Data to use:

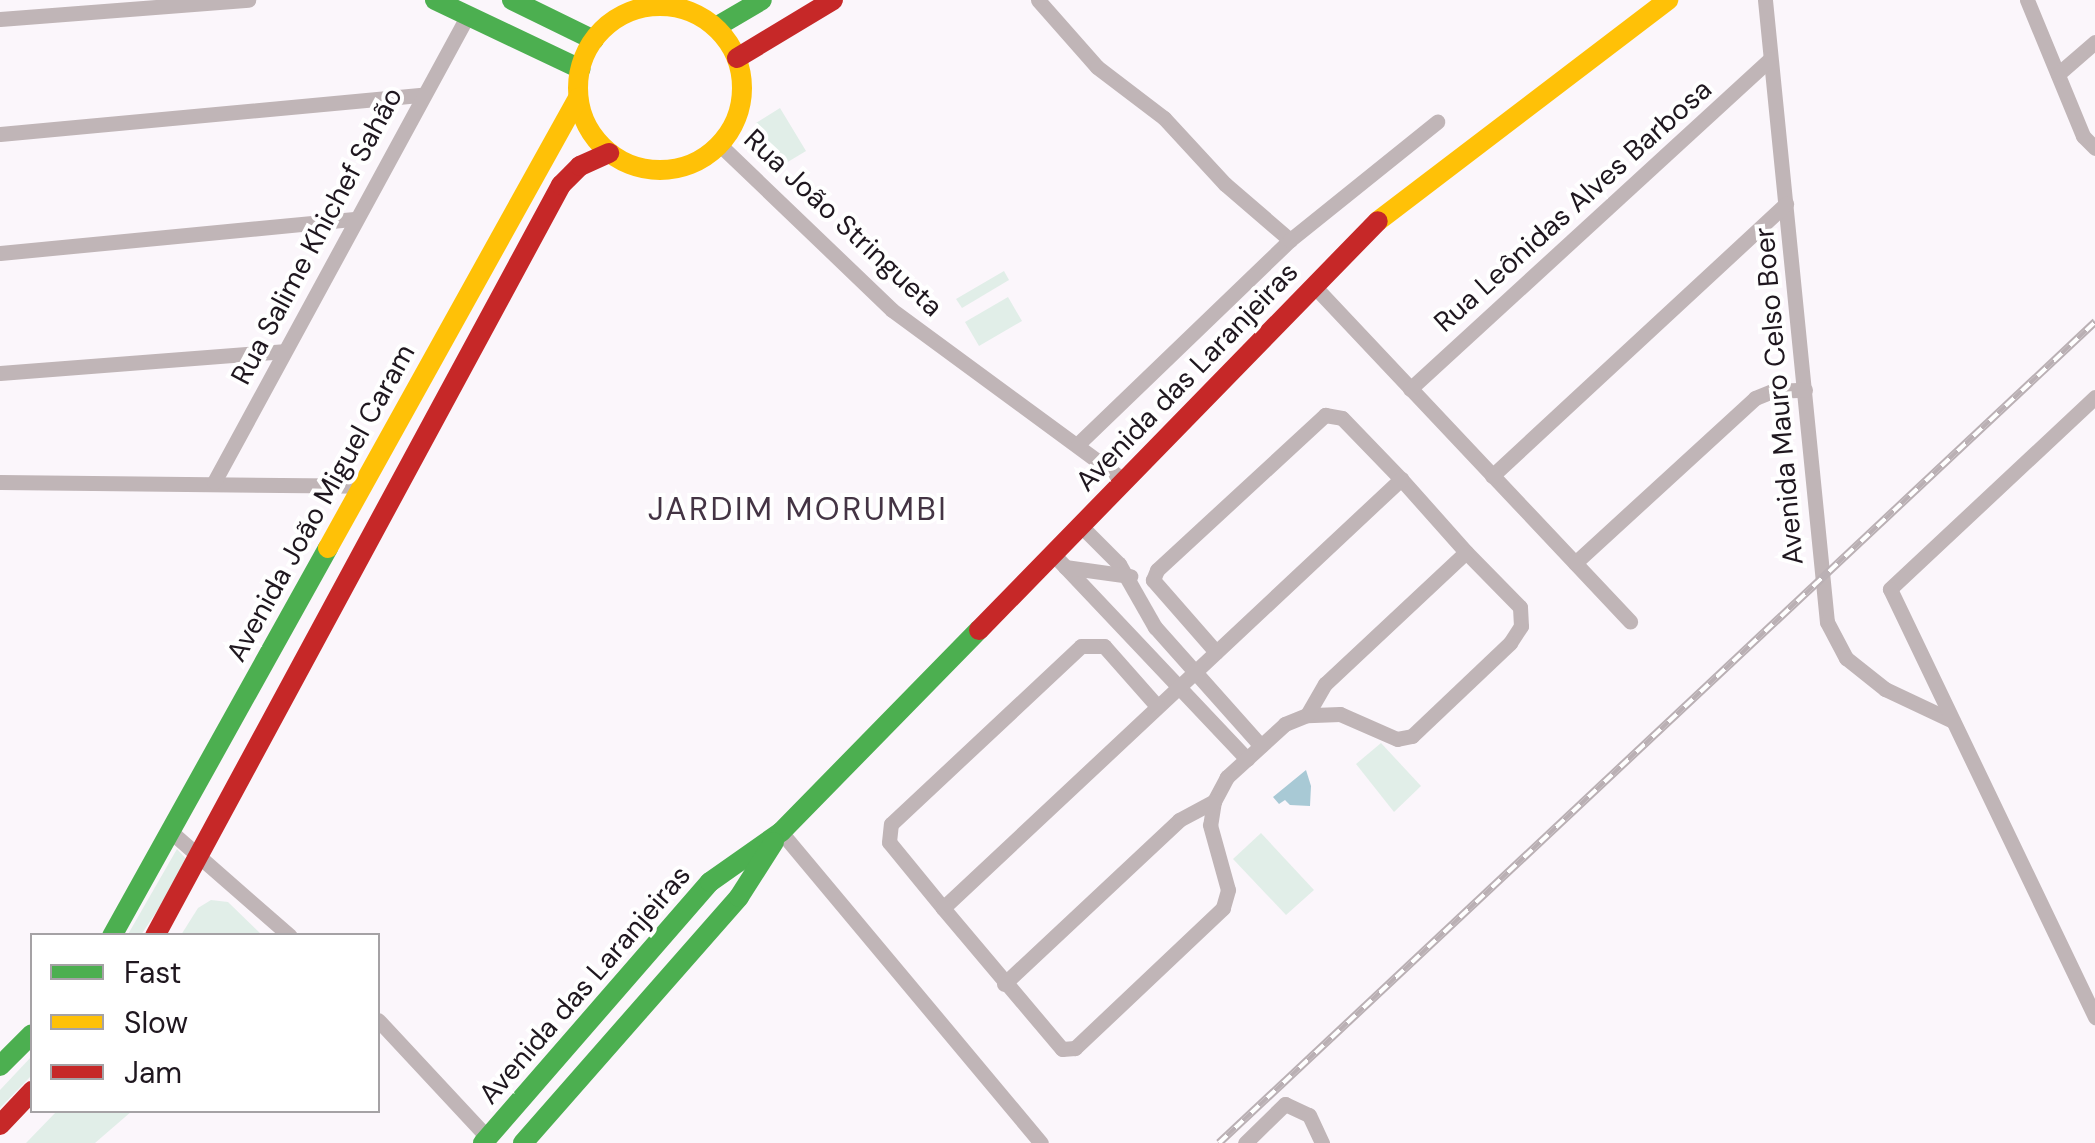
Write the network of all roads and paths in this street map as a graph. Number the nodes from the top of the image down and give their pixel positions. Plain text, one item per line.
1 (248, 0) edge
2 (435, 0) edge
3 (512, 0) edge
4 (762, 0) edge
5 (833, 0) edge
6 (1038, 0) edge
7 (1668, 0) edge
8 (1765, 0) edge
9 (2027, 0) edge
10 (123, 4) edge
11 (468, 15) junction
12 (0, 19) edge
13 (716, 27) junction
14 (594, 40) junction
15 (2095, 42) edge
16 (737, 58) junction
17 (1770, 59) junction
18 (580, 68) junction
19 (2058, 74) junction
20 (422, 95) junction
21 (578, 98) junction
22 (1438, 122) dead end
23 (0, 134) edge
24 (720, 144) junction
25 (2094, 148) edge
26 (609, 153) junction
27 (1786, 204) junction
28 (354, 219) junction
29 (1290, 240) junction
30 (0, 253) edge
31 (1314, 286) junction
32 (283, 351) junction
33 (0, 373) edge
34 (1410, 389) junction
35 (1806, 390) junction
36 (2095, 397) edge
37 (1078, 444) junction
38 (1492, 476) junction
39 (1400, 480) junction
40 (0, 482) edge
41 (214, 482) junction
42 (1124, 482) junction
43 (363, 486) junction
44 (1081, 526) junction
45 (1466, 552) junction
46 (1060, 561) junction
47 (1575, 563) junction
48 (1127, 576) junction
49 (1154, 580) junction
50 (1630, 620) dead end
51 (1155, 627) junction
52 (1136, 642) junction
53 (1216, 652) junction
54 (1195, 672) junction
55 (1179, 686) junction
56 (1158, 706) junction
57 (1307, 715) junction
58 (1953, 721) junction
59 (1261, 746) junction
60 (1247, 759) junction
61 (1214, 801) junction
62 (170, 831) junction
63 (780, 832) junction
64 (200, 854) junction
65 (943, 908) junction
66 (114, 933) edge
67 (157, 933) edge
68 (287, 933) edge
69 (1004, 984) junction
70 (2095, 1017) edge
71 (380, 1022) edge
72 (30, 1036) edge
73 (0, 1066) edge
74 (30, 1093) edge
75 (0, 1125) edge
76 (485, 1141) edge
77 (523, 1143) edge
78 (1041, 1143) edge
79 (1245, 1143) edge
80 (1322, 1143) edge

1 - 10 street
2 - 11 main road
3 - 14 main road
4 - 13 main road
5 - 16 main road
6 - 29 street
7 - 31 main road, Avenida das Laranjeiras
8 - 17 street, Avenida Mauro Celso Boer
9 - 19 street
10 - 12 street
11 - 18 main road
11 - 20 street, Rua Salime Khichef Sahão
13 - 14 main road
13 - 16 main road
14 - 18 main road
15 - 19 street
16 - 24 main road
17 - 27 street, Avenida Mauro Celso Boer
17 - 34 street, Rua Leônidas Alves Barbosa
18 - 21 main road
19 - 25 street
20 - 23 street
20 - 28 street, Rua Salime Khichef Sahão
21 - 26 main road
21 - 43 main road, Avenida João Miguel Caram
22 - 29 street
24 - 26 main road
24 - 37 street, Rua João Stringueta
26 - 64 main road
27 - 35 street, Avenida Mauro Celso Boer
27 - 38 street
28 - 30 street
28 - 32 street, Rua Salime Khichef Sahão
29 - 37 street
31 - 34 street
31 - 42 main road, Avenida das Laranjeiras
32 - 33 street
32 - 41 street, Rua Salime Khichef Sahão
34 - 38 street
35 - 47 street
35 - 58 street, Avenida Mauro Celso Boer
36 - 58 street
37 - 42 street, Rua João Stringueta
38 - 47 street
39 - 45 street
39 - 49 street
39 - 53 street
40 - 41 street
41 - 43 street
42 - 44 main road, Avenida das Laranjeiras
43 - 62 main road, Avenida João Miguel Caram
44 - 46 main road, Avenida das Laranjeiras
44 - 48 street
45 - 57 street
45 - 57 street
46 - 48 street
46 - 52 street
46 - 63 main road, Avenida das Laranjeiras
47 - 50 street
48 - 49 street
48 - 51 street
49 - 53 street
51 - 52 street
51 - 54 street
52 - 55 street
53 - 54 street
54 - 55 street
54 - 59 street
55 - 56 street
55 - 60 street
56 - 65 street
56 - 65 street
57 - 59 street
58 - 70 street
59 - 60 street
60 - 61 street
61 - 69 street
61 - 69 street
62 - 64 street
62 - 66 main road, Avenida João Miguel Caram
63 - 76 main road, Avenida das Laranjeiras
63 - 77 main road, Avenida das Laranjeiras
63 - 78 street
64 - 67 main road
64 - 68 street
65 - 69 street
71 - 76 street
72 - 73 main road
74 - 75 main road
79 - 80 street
* * *
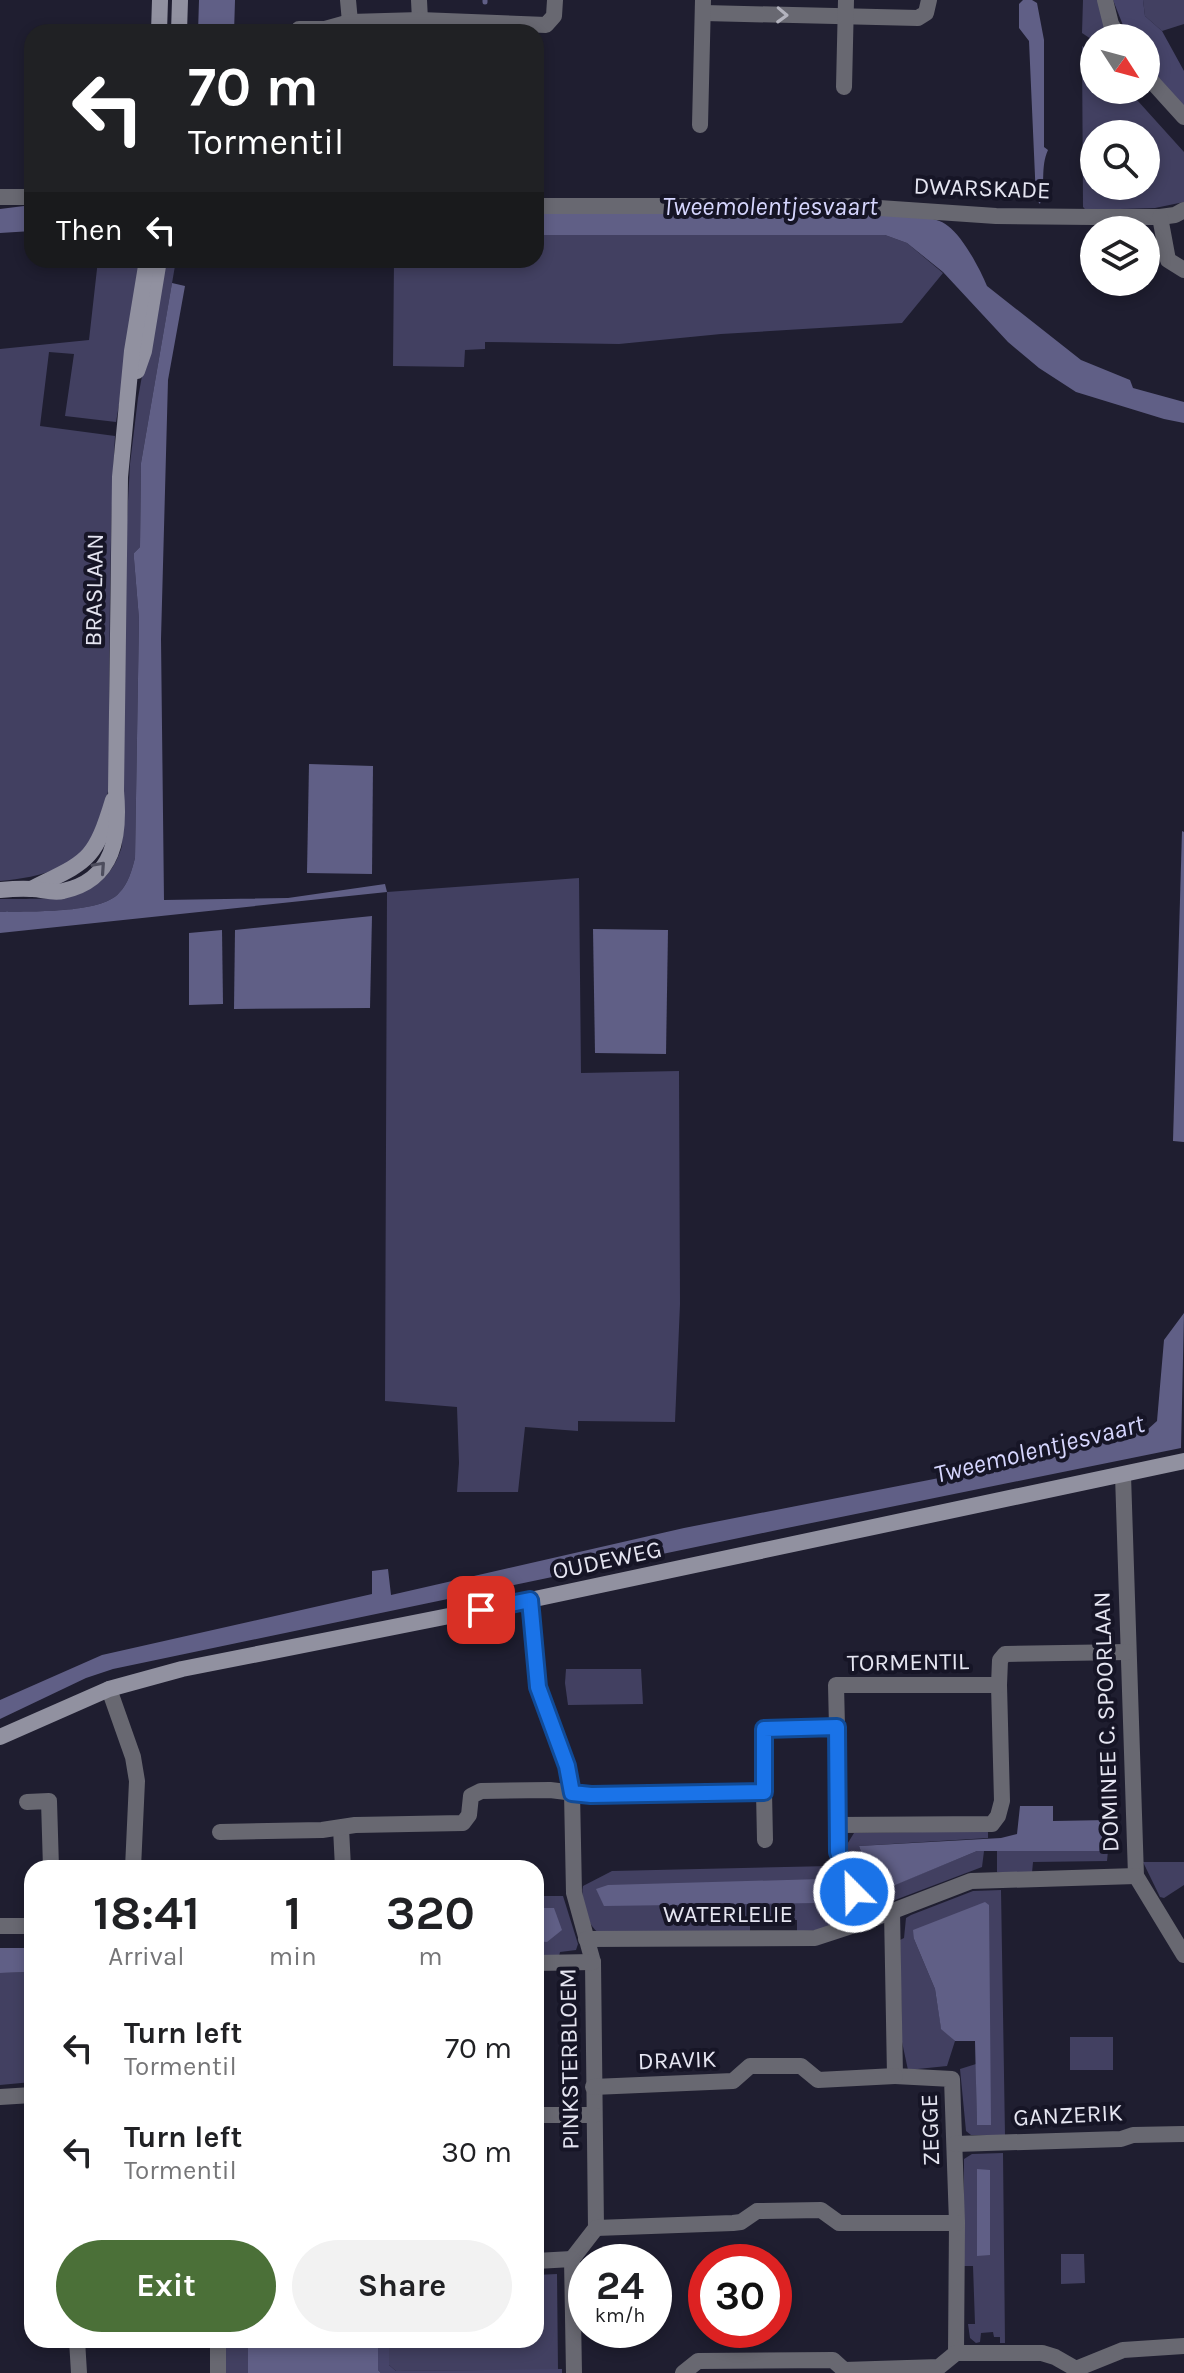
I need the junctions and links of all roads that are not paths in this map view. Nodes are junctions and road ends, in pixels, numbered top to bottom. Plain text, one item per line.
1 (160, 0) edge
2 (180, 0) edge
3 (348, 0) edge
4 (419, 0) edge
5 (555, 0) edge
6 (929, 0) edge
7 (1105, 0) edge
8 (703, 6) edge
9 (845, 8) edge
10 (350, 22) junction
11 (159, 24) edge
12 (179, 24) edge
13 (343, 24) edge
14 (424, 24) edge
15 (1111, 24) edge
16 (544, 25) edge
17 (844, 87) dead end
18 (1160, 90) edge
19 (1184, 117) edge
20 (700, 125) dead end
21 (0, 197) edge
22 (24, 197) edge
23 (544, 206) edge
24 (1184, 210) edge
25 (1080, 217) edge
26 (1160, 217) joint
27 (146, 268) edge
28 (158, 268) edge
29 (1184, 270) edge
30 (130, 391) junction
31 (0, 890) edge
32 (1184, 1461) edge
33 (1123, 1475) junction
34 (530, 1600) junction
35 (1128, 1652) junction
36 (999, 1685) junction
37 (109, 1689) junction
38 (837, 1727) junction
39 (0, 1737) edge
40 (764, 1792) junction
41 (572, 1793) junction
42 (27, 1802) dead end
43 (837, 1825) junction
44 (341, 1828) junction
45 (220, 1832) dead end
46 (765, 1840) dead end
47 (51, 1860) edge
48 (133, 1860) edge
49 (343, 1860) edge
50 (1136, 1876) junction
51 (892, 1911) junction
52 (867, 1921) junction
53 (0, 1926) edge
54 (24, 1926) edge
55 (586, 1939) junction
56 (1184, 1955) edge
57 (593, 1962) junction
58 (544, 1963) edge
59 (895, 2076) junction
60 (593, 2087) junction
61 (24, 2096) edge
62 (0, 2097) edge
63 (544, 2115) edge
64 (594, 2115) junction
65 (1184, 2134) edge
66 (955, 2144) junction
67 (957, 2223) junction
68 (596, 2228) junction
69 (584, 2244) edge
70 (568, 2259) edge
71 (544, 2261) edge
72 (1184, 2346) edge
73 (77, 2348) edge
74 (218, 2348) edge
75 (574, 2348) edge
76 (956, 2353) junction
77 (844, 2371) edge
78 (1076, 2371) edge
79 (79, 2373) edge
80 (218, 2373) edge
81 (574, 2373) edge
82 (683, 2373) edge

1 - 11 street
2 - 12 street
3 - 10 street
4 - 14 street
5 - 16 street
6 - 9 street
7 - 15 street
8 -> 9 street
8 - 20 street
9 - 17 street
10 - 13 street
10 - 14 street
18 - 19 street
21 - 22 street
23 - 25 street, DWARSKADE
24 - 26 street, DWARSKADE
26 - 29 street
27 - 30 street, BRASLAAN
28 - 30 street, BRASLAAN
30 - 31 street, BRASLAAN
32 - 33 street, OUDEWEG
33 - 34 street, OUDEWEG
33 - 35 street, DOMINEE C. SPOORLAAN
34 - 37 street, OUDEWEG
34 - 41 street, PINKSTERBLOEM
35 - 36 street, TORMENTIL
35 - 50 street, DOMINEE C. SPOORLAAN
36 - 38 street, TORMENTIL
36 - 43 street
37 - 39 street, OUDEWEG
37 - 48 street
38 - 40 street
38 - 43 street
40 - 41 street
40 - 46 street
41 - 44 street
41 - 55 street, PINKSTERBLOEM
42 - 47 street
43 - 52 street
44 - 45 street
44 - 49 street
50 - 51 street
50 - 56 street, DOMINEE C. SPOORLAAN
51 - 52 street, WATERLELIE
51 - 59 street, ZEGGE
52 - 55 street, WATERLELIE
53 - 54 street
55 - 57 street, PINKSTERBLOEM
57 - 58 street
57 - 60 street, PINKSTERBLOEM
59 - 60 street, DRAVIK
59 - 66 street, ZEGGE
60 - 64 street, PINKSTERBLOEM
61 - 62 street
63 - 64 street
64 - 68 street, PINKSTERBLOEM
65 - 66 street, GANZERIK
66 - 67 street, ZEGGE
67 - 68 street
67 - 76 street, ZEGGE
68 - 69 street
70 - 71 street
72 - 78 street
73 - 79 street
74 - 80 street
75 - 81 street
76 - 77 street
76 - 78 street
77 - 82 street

What is being asked: Considering only the data above, return the lines in which "paths" occurs.

Response to the task:
Write the network of all roads and paths in this street map as a graph. Number the nodes from the top of the image down and give their pixel positions. Plain text, one item per line.
I need the junctions and links of all roads that are not paths in this map view. Nodes are junctions and road ends, in pixels, numbered top to bottom. Plain text, one item per line.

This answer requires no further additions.